According to a California Healthy Kids Survey (CHKS) in the 2017-2018 school year, 29 percent of the Laguna Beach Unified School District’s (LBUSD) 11th-grade students reported using an e-cigarette (vape) within the past month. The reported average recent use across Orange County for 11th-grade students was 13 percent. To better understand specific aspects of student perceptions of vaping, including access, perceptions of harm, perceptions of use among peers, and more, LBUSD staff incorporated custom questions into the 2017-2018 CHKS. The survey findings help guide anti-tobacco/vaping education within the district and provide important information on program outcomes.

There are three primary components of the anti-tobacco/vaping education in LBUSD. These are aligned with best-practice public health models for reducing harmful risk behaviors and include: 1) Increase awareness of the science of addiction, the chemical hooks in nicotine, and vaping, and short and long term health impacts; 2) Increase awareness of the influence of marketing, including social media, targeted marketing toward youth, and how to resist common marketing tactics; and 3) Healthy decision making and refusal skills to avoid initial experimentation. A fourth component involves providing cessation and support resources to students and families already impacted by nicotine addiction.

Public health prevention data tells us that students’ perspective of the rate of peers’ use is highly related to how culturally acceptable vaping is among youth. The CHKS findings revealed that students’ perceptions of others’ vaping were very high when compared to self-reported use in the last month, indicating a mismatch between reality and perception. Specifically, among 7th-graders, students estimated that 66 percent of other students vaped at least once a month; among 9th-grade students, they estimated that 93 percent of other students vaped a least once a month; and among 11th-graders, students estimated that 97 percent of other students vaped at least once a month. Accordingly, one method that the district uses to combat misperception of vaping rates among youth is to share corrective norming information gathered from the CHKS with students, staff, and families in a variety of settings. This corrective norming work is also a foundation of the broader alcohol, tobacco, and other drug prevention efforts championed by LBUSD’s partners in the Laguna Beach Community Coalition. When students have accurate information that reflects the reality that the majority of students do not use alcohol, tobacco/vape, or other drugs, they are better equipped to utilize their refusal skills in the moment to avoid experimentation or initial use.

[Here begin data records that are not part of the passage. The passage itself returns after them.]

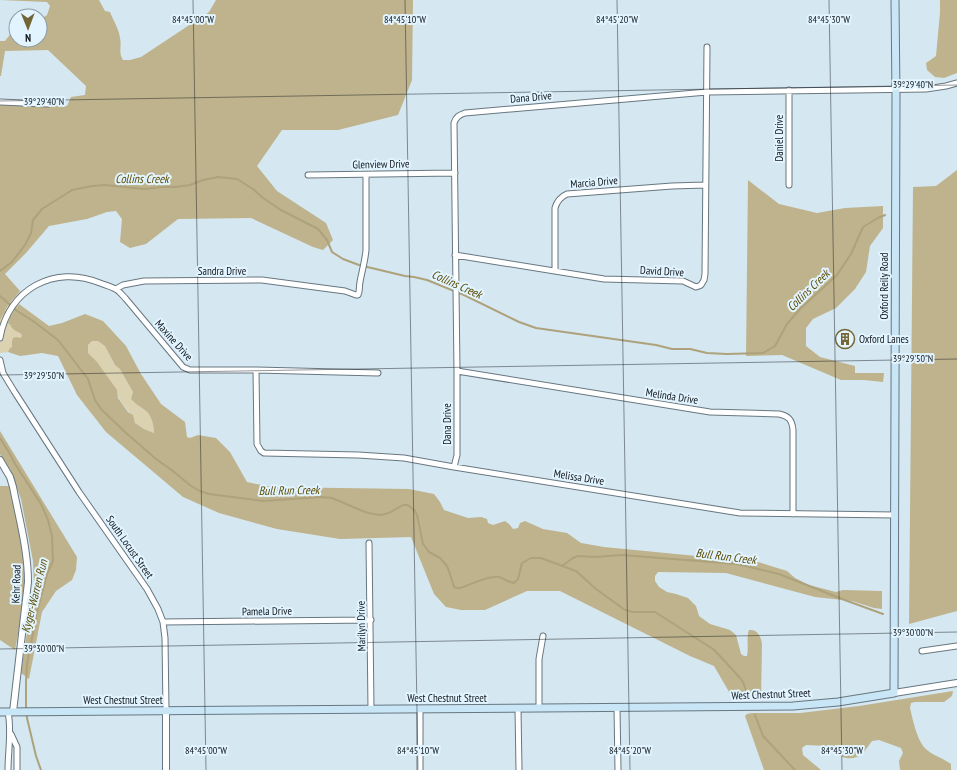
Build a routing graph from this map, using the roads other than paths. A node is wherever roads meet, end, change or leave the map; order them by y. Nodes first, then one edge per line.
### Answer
1 (895, 0) edge
2 (707, 47) dead end
3 (957, 83) edge
4 (896, 89) junction
5 (789, 90) junction
6 (707, 92) junction
7 (0, 102) edge
8 (48, 104) dead end
9 (455, 173) junction
10 (308, 175) dead end
11 (366, 175) junction
12 (789, 185) dead end
13 (705, 186) junction
14 (455, 255) junction
15 (555, 271) junction
16 (116, 289) junction
17 (0, 338) edge
18 (0, 360) edge
19 (256, 370) junction
20 (457, 372) junction
21 (378, 373) dead end
22 (0, 460) edge
23 (454, 467) junction
24 (793, 514) junction
25 (895, 515) junction
26 (369, 543) dead end
27 (371, 620) junction
28 (163, 622) junction
29 (543, 636) dead end
30 (957, 646) edge
31 (922, 651) dead end
32 (957, 683) edge
33 (894, 693) junction
34 (618, 707) junction
35 (518, 708) junction
36 (539, 708) junction
37 (420, 709) junction
38 (371, 710) junction
39 (166, 711) junction
40 (7, 712) edge
41 (10, 733) junction
42 (8, 770) edge
43 (17, 770) edge
44 (166, 770) edge
45 (420, 770) edge
46 (519, 770) edge
47 (618, 770) edge

1 - 4 main road, Oxford Reily Road
2 - 6 street, David Drive
3 - 4 street, Dana Drive
4 - 5 street, Dana Drive
4 - 25 main road, Oxford Reily Road
5 - 6 street, Dana Drive
5 - 12 street, Daniel Drive
6 - 9 street, Dana Drive
6 - 13 street, David Drive
7 - 8 street
9 - 11 street, Glenview Drive
9 - 14 street, Dana Drive
10 - 11 street, Glenview Drive
11 - 16 street, Sandra Drive
13 - 15 street, Marcia Drive
13 - 15 street, David Drive
14 - 15 street, David Drive
14 - 20 street, Dana Drive
16 - 17 street
16 - 19 street, Maxine Drive
18 - 28 street, South Locust Street
19 - 21 street, Maxine Drive
19 - 23 street, Melissa Drive
20 - 23 street, Dana Drive
20 - 24 street, Melinda Drive
22 - 40 street, Kehr Road
23 - 24 street, Melissa Drive
24 - 25 street, Melissa Drive
25 - 33 main road, Oxford Reily Road
26 - 27 street, Marilyn Drive
27 - 28 street, Pamela Drive
27 - 38 street, Marilyn Drive
28 - 39 street, South Locust Street
29 - 36 street
30 - 31 street
32 - 33 street
33 - 34 main road, West Chestnut Street
34 - 36 main road, West Chestnut Street
34 - 47 street
35 - 36 main road, West Chestnut Street
35 - 37 main road, West Chestnut Street
35 - 46 street
37 - 38 main road, West Chestnut Street
37 - 45 street
38 - 39 main road, West Chestnut Street
39 - 40 main road, West Chestnut Street
39 - 44 street, South Locust Street
40 - 41 street
41 - 42 street
41 - 43 street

At Laguna Beach High School and Thurston Middle School, Tobacco-Use Prevention Education (TUPE) site leaders run multiple awareness campaigns that are youth-driven to increase disapproval of vaping among students and to link healthy lifestyles with clean air and lungs. Activities include anti-vape and healthy lung messaging on T-shirts, advertising within the Brush & Palette student newspaper and around campus, and delivering the evidence-informed instruction within middle school physical education and 9th-grade health classes.

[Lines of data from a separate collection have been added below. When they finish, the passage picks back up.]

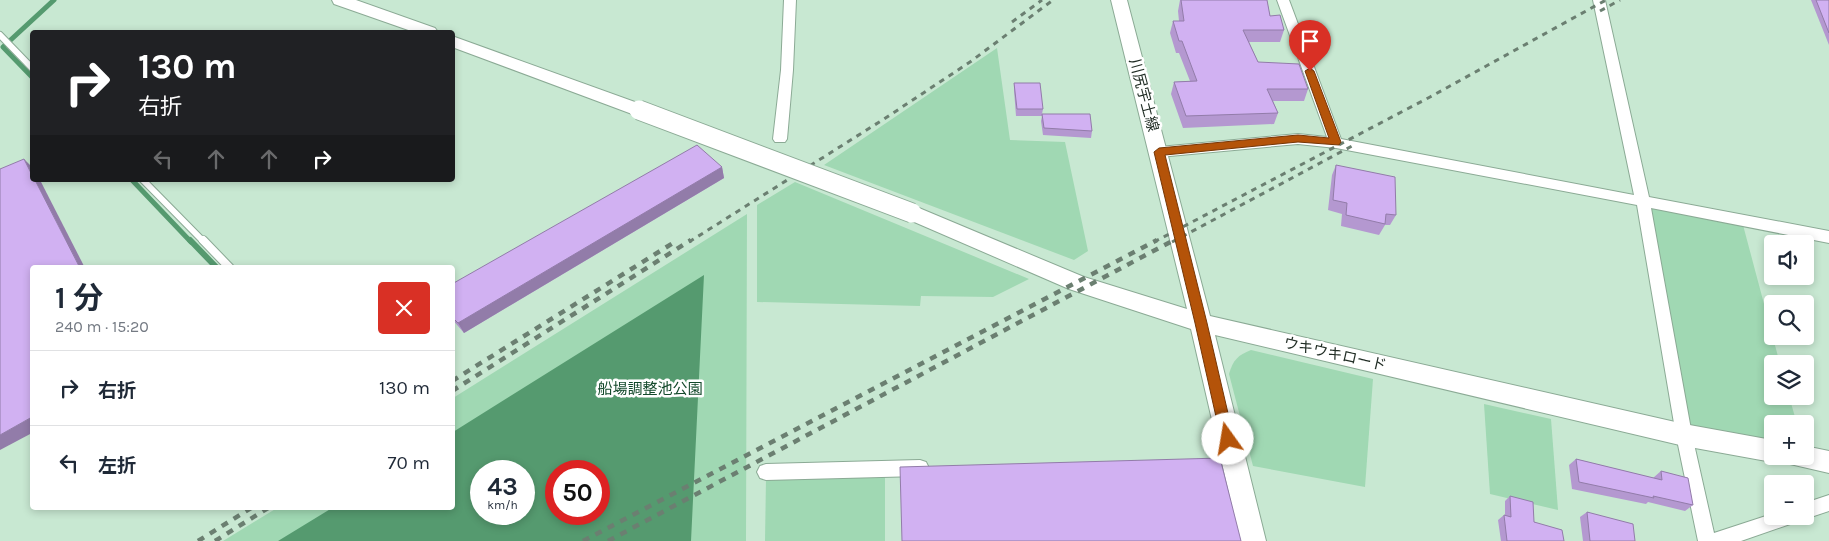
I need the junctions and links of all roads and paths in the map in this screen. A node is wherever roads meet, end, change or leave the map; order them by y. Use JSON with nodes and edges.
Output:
{"nodes":[{"id":1,"x":790,"y":0,"type":"edge"},
{"id":2,"x":1118,"y":0,"type":"edge"},
{"id":3,"x":1283,"y":0,"type":"edge"},
{"id":4,"x":1599,"y":0,"type":"edge"},
{"id":5,"x":346,"y":1,"type":"edge"},
{"id":6,"x":423,"y":30,"type":"edge"},
{"id":7,"x":0,"y":35,"type":"edge"},
{"id":8,"x":455,"y":42,"type":"edge"},
{"id":9,"x":30,"y":66,"type":"edge"},
{"id":10,"x":780,"y":139,"type":"dead end"},
{"id":11,"x":1336,"y":142,"type":"junction"},
{"id":12,"x":1159,"y":152,"type":"junction"},
{"id":13,"x":145,"y":182,"type":"edge"},
{"id":14,"x":1643,"y":202,"type":"junction"},
{"id":15,"x":1829,"y":237,"type":"edge"},
{"id":16,"x":227,"y":265,"type":"edge"},
{"id":17,"x":1201,"y":323,"type":"junction"},
{"id":18,"x":1684,"y":435,"type":"junction"},
{"id":19,"x":1764,"y":450,"type":"edge"},
{"id":20,"x":1814,"y":459,"type":"edge"},
{"id":21,"x":1829,"y":462,"type":"edge"},
{"id":22,"x":935,"y":467,"type":"edge"},
{"id":23,"x":766,"y":472,"type":"dead end"},
{"id":24,"x":1829,"y":503,"type":"edge"},
{"id":25,"x":1814,"y":508,"type":"edge"},
{"id":26,"x":1764,"y":525,"type":"edge"},
{"id":27,"x":1252,"y":541,"type":"edge"},
{"id":28,"x":1707,"y":541,"type":"edge"},
{"id":29,"x":1716,"y":541,"type":"edge"}],
"edges":[{"from":1,"to":10,"type":"street"},
{"from":2,"to":12,"type":"street","name":"川尻宇土線"},
{"from":3,"to":11,"type":"street"},
{"from":4,"to":14,"type":"street"},
{"from":5,"to":6,"type":"street"},
{"from":7,"to":9,"type":"lane"},
{"from":8,"to":17,"type":"street","name":"ウキウキロード","bridge":true},
{"from":11,"to":12,"type":"street"},
{"from":11,"to":14,"type":"street"},
{"from":12,"to":17,"type":"street","name":"川尻宇土線"},
{"from":13,"to":16,"type":"lane"},
{"from":14,"to":15,"type":"street"},
{"from":14,"to":18,"type":"street"},
{"from":17,"to":18,"type":"street","name":"ウキウキロード"},
{"from":17,"to":27,"type":"street","name":"川尻宇土線"},
{"from":18,"to":19,"type":"street","name":"ウキウキロード"},
{"from":18,"to":28,"type":"street"},
{"from":20,"to":21,"type":"street"},
{"from":22,"to":23,"type":"street"},
{"from":24,"to":25,"type":"street"},
{"from":26,"to":29,"type":"street"}]}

Prevention and intervention is a community-wide effort. We work locally with teachers and staff to increase students’ awareness of the harm tobacco products in all forms cause to a healthy lifestyle. In partnership with the Laguna Beach Community Coalition, a multi-agency stakeholder group, public health campaigns (Raising Healthy Teens and Strengths in Numbers OC) and youth leadership development have been a cornerstone of prevention efforts. Two Laguna Beach High School students spoke at the Sept. 17 Laguna Beach City Council meeting, at which the Council voted unanimously to explore expanding Laguna’s current no-smoking ordinance to include an additional local ordinance to ban the sale of flavored vaping products within the city limits.

We believe strongly that our collective multi-agency efforts, in partnership with parents, policymakers, prevention experts, and student leaders, will eliminate the e-cigarette public health epidemic among our youth.

Dr. Michael Keller, director of social and emotional support, contributed to this report.